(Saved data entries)
──────────────────────────────

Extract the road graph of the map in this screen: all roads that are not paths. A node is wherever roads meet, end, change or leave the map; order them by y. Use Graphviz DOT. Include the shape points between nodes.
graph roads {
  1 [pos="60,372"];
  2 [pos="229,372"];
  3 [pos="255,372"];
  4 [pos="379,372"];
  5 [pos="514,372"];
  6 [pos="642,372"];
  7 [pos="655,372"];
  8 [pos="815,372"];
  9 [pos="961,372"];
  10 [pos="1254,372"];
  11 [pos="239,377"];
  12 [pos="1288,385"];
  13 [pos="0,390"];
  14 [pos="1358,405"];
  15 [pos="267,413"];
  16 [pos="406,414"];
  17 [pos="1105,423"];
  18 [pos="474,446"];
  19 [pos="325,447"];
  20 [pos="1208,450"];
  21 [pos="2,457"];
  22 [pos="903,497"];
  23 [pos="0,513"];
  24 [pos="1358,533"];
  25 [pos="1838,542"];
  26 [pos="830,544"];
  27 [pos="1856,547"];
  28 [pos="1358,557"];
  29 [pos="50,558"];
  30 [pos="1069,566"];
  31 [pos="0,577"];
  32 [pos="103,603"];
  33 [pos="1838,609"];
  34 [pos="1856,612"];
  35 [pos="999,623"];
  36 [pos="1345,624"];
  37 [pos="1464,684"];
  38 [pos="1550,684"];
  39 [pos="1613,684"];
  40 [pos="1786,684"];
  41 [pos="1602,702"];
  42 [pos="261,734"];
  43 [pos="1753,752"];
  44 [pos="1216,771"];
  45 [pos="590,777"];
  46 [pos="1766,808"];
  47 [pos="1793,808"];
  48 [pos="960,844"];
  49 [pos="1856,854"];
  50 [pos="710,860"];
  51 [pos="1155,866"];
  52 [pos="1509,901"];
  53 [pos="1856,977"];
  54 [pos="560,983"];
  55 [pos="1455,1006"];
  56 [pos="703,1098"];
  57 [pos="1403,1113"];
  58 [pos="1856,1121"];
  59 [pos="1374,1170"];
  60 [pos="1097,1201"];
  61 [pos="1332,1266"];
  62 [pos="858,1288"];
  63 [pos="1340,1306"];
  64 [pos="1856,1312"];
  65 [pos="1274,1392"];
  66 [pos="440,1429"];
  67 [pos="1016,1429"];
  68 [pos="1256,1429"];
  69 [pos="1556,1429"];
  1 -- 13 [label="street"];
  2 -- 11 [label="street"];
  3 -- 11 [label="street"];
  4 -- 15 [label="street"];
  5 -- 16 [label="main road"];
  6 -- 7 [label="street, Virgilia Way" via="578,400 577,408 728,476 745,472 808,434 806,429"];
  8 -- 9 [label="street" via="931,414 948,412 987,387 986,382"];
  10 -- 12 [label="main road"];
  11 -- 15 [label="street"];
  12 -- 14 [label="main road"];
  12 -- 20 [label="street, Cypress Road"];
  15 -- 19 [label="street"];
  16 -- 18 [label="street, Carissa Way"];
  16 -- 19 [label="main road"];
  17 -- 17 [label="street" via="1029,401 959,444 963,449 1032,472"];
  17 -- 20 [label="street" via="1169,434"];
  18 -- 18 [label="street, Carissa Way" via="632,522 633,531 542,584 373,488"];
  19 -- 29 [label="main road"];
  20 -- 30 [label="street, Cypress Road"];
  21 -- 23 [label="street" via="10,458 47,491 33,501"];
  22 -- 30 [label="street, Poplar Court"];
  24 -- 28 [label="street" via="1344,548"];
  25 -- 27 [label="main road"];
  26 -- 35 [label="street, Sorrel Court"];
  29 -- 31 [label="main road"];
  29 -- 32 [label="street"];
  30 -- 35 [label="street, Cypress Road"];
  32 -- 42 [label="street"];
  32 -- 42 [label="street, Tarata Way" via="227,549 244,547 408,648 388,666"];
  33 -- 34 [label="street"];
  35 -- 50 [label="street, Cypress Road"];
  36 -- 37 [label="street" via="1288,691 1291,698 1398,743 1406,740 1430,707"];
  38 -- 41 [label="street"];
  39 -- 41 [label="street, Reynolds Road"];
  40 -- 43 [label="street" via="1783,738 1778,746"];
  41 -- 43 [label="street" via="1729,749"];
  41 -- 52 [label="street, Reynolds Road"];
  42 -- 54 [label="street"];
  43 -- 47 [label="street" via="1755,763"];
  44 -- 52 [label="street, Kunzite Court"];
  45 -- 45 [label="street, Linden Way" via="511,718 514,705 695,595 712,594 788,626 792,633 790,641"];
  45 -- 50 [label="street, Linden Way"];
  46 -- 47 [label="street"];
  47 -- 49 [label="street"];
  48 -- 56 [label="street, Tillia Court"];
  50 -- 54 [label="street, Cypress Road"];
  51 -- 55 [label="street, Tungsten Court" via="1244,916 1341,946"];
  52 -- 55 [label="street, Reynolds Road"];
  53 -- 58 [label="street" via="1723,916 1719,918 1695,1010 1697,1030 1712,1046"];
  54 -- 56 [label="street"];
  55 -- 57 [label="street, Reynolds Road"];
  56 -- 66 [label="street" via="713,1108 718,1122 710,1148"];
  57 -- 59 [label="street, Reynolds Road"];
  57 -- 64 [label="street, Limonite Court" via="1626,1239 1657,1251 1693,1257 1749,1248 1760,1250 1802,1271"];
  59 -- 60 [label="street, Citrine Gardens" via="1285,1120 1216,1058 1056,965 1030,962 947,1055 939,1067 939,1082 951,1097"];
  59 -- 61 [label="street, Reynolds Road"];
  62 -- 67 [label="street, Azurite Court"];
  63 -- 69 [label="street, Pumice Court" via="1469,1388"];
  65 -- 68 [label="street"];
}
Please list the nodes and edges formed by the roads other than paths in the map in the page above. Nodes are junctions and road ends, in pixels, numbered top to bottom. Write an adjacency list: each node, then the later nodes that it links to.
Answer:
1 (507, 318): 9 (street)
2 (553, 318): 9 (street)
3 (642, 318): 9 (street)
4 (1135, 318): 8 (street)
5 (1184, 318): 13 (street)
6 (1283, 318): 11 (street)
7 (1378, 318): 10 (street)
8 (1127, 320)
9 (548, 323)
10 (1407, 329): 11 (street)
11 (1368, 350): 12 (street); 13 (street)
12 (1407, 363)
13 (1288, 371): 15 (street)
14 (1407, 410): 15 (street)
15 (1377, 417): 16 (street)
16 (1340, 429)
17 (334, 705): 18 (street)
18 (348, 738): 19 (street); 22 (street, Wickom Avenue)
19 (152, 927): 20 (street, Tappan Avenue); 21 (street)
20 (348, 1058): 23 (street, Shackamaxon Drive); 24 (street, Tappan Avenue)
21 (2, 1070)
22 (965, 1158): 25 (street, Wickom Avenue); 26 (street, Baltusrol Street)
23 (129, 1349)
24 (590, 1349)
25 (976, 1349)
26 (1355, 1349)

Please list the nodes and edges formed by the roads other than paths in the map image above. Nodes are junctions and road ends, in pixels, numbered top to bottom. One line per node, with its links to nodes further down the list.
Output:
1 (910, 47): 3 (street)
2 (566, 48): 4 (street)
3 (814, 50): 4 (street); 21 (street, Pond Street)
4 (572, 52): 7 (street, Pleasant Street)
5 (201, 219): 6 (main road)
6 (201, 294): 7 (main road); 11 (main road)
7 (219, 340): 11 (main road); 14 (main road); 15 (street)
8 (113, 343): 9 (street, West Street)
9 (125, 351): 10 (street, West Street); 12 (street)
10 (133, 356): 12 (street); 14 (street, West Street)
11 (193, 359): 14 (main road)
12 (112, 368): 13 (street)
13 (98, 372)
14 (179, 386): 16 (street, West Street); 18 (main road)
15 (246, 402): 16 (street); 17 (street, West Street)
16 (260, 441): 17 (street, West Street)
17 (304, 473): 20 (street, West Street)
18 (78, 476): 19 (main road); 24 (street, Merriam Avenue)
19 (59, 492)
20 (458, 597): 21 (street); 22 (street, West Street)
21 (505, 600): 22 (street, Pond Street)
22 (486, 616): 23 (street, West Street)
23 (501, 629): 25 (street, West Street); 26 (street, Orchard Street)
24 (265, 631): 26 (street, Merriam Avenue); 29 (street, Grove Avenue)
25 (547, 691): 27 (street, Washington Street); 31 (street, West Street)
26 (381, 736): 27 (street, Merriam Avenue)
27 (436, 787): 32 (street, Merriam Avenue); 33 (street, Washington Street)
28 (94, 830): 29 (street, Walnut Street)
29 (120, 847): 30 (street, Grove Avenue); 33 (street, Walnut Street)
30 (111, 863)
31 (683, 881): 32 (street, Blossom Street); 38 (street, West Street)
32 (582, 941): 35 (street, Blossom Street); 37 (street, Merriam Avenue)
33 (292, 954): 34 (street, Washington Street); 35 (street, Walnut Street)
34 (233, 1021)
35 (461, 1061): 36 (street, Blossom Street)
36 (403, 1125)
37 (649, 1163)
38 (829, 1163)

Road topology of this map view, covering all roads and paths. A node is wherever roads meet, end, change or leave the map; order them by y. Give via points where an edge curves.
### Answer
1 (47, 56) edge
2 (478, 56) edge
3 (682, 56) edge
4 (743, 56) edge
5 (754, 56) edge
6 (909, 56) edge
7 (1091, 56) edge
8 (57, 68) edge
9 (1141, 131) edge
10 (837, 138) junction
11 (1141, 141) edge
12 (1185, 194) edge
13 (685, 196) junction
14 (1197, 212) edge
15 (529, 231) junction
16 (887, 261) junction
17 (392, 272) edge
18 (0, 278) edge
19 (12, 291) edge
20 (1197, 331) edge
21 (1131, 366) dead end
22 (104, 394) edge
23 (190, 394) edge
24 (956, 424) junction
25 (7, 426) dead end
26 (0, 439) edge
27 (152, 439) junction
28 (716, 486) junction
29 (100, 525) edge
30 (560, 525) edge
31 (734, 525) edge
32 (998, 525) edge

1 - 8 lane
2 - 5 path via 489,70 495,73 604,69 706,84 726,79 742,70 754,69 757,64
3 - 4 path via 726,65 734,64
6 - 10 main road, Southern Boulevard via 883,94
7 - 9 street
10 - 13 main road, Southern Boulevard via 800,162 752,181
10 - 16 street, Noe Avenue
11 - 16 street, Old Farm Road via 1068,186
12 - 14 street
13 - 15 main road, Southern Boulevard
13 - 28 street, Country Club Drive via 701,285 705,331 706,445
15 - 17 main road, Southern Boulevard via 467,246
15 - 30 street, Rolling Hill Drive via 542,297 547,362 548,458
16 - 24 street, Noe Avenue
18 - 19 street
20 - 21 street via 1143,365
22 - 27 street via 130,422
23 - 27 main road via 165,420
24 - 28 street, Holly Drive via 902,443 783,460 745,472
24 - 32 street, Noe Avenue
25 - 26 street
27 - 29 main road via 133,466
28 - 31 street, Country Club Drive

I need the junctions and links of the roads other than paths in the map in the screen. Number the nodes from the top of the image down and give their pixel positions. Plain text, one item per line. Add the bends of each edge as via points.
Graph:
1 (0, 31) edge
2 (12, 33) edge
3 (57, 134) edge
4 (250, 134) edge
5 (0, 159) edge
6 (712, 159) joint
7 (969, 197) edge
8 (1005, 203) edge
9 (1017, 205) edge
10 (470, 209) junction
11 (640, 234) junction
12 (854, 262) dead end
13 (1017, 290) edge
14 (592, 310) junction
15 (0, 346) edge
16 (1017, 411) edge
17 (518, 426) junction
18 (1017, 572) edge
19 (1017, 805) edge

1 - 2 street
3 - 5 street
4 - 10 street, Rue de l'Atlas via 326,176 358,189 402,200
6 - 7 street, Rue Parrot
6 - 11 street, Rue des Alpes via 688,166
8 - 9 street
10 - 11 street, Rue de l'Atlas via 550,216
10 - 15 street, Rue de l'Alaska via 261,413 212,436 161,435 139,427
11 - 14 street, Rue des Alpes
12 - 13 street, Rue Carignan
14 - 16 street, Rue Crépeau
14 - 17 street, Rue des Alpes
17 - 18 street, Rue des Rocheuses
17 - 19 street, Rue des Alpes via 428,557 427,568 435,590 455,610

──────────────────────────────

Could you filter the entries above for lines holding the string "change" and copy them?

Extract the road graph of the map in this screen: all roads that are not paths. A node is wherever roads meet, end, change or leave the map; order them by y. Use Graphviz DOT. Include the shape points between nodes.
Road topology of this map view, covering all roads and paths. A node is wherever roads meet, end, change or leave the map; order them by y. Give via points where an edge curves.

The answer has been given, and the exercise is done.